According to techspot, themedia, medicine is perhaps the most common in all areas where machine learning is expected to be revolutionary. In an important new milestone, drugs developed using machine learning are about to enter human trials. Three to five years of work are usually required to study the causes of diseases and compounds that may help treat diseases before new drugs enter human trials. But in partnership with Exscientia, a Japanese agency that develops AI development, will begin a Phase 1 clinical trial in just 12 months, in partnership with Exscientia, a Japanese start-up.
The drug is called DSP-1181, a forward-looking treatment for obsessive-compulsive disorder. Obsessive-compulsive disorder affects millions of people around the world to varying degrees and may weaken its psychological impact. Oxford-based Exscientia runs a machine learning platform called Centaur Chemist. The platform is said to save time on research into new compounds by combining AI technology with existing knowledge of how drugs interact with the human body.

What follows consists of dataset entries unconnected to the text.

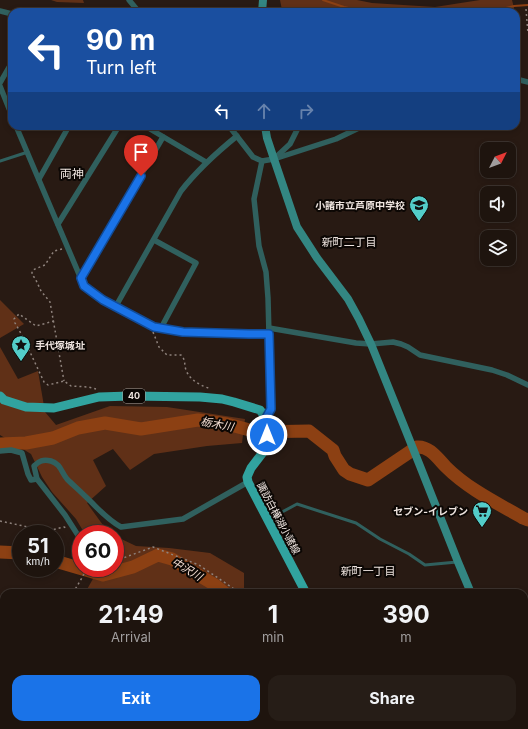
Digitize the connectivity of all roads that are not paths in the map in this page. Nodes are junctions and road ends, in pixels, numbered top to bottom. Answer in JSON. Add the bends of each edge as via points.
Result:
{"nodes":[{"id":1,"x":129,"y":0,"type":"edge"},
{"id":2,"x":136,"y":8,"type":"edge"},
{"id":3,"x":2,"y":74,"type":"edge"},
{"id":4,"x":0,"y":83,"type":"edge"},
{"id":5,"x":0,"y":86,"type":"edge"},
{"id":6,"x":8,"y":106,"type":"edge"},
{"id":7,"x":19,"y":130,"type":"edge"},
{"id":8,"x":67,"y":130,"type":"edge"},
{"id":9,"x":117,"y":130,"type":"edge"},
{"id":10,"x":151,"y":130,"type":"edge"},
{"id":11,"x":232,"y":130,"type":"edge"},
{"id":12,"x":266,"y":130,"type":"edge"},
{"id":13,"x":297,"y":130,"type":"edge"},
{"id":14,"x":355,"y":130,"type":"edge"},
{"id":15,"x":236,"y":136,"type":"junction"},
{"id":16,"x":163,"y":137,"type":"junction"},
{"id":17,"x":28,"y":152,"type":"junction"},
{"id":18,"x":274,"y":159,"type":"junction"},
{"id":19,"x":0,"y":161,"type":"edge"},
{"id":20,"x":262,"y":161,"type":"junction"},
{"id":21,"x":206,"y":162,"type":"junction"},
{"id":22,"x":39,"y":179,"type":"junction"},
{"id":23,"x":58,"y":224,"type":"junction"},
{"id":24,"x":154,"y":240,"type":"junction"},
{"id":25,"x":81,"y":278,"type":"junction"},
{"id":26,"x":116,"y":306,"type":"junction"},
{"id":27,"x":161,"y":328,"type":"junction"},
{"id":28,"x":269,"y":331,"type":"junction"},
{"id":29,"x":371,"y":344,"type":"junction"},
{"id":30,"x":528,"y":385,"type":"edge"},
{"id":31,"x":0,"y":396,"type":"edge"},
{"id":32,"x":266,"y":418,"type":"junction"},
{"id":33,"x":0,"y":451,"type":"edge"},
{"id":34,"x":37,"y":479,"type":"junction"},
{"id":35,"x":248,"y":482,"type":"junction"},
{"id":36,"x":268,"y":519,"type":"junction"},
{"id":37,"x":72,"y":527,"type":"edge"},
{"id":38,"x":458,"y":562,"type":"junction"},
{"id":39,"x":304,"y":589,"type":"edge"},
{"id":40,"x":469,"y":589,"type":"edge"}],
"edges":[{"from":1,"to":2,"type":"street"},
{"from":3,"to":4,"type":"street"},
{"from":5,"to":6,"type":"street"},
{"from":7,"to":17,"type":"street"},
{"from":8,"to":22,"type":"street"},
{"from":9,"to":23,"type":"street"},
{"from":10,"to":16,"type":"street"},
{"from":11,"to":15,"type":"street"},
{"from":12,"to":18,"type":"street"},
{"from":13,"to":18,"type":"street","via":[[290,144]]},
{"from":14,"to":18,"type":"street","via":[[336,139]]},
{"from":15,"to":20,"type":"street","via":[[253,157]]},
{"from":15,"to":21,"type":"street"},
{"from":16,"to":21,"type":"street"},
{"from":16,"to":25,"type":"street"},
{"from":17,"to":19,"type":"lane"},
{"from":17,"to":22,"type":"street"},
{"from":18,"to":20,"type":"street"},
{"from":18,"to":29,"type":"street","via":[[297,227],[348,298]]},
{"from":20,"to":28,"type":"street","via":[[254,199],[259,246],[266,272]]},
{"from":21,"to":24,"type":"street","via":[[181,191]]},
{"from":22,"to":23,"type":"street"},
{"from":23,"to":25,"type":"street"},
{"from":24,"to":26,"type":"street"},
{"from":24,"to":27,"type":"street","via":[[196,263]]},
{"from":25,"to":26,"type":"street","via":[[84,286]]},
{"from":26,"to":27,"type":"street","via":[[154,327]]},
{"from":27,"to":28,"type":"street","via":[[183,332],[249,334]]},
{"from":28,"to":29,"type":"street"},
{"from":28,"to":32,"type":"street","via":[[271,409]]},
{"from":29,"to":30,"type":"street","via":[[402,344],[420,355],[507,374]]},
{"from":29,"to":38,"type":"street"},
{"from":31,"to":32,"type":"main road","number":"40","via":[[4,400],[26,407],[54,408],[99,397],[200,397],[222,399],[260,410]]},
{"from":32,"to":35,"type":"main road","name":"諏訪白樺湖小諸線","via":[[267,444],[251,468],[247,477]]},
{"from":33,"to":34,"type":"street","via":[[22,453],[31,480]]},
{"from":34,"to":35,"type":"street","via":[[34,466],[43,460],[52,461],[104,515],[121,527],[183,519]]},
{"from":34,"to":37,"type":"street"},
{"from":35,"to":36,"type":"main road","name":"諏訪白樺湖小諸線"},
{"from":36,"to":38,"type":"lane","via":[[296,504],[356,523],[380,540],[425,565]]},
{"from":36,"to":39,"type":"main road","name":"諏訪白樺湖小諸線"},
{"from":38,"to":40,"type":"street"}]}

The benefit of machine learning is that it can happen virtually and much faster than scientists working in the real world. The platform can analyze millions of molecular combinations and try to determine which is the safest and most effective way to treat a particular disease. Even more important is the potential savings associated with using machine learning to develop new drugs. Typically, it costs more than $1 billion to bring new drugs to market from concepts, many of which are proven at the research stage. But years of hard research will save time and money, speed development and free up the resources to develop more drugs.
The Exscientia and Sumitomo Dainippon trials have many aspects. The first stage is to examine how the drug affects the body and how the body metabolizes the drug. Therefore, this does not prove the efficacy of the drug. However, if DSP-1181 is proven to be safe, you can proceed to stages 2 and 3 to see if the drug can help patients with compulsive disorder in the real world.